* WORK TO COMPLETE:
Would you please copy each line below that includes the string "PAPE"?

* PROVIDED RECORDS:
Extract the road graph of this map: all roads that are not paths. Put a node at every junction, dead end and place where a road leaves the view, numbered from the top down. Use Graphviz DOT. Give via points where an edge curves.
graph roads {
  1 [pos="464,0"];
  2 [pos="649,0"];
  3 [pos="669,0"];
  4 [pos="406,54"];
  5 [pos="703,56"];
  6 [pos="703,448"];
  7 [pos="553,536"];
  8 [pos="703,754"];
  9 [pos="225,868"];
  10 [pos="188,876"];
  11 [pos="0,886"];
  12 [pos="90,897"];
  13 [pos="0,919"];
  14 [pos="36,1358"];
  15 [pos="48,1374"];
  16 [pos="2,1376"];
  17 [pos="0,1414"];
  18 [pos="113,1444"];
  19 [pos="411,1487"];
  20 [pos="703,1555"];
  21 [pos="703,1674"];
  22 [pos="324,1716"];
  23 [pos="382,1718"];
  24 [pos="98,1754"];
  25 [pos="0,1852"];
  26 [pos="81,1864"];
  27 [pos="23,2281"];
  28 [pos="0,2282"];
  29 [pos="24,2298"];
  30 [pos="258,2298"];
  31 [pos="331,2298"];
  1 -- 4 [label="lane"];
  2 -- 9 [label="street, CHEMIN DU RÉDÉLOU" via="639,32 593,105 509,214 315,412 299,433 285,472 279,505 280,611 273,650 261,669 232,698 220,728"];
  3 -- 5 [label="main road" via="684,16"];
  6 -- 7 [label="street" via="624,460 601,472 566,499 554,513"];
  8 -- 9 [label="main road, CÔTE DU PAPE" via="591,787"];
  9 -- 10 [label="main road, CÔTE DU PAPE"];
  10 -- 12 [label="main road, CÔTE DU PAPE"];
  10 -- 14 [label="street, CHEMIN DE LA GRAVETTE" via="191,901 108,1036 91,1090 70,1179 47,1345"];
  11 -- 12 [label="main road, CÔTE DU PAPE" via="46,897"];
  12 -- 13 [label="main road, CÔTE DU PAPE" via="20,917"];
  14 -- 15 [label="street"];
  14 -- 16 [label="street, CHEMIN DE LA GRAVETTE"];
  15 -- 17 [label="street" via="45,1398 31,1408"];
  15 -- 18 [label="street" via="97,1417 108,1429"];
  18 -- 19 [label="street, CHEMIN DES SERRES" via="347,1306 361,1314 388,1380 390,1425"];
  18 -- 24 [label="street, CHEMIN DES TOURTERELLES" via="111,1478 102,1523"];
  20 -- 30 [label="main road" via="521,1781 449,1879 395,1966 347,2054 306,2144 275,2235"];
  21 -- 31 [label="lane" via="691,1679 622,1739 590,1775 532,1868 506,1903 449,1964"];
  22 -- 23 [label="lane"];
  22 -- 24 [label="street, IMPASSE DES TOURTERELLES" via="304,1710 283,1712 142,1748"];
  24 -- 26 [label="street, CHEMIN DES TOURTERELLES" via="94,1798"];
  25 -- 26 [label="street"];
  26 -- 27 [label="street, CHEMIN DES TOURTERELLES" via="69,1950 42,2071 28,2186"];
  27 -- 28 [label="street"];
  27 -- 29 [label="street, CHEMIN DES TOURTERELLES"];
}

* YOUR RESPONSE:
  8 -- 9 [label="main road, CÔTE DU PAPE" via="591,787"];
  9 -- 10 [label="main road, CÔTE DU PAPE"];
  10 -- 12 [label="main road, CÔTE DU PAPE"];
  11 -- 12 [label="main road, CÔTE DU PAPE" via="46,897"];
  12 -- 13 [label="main road, CÔTE DU PAPE" via="20,917"];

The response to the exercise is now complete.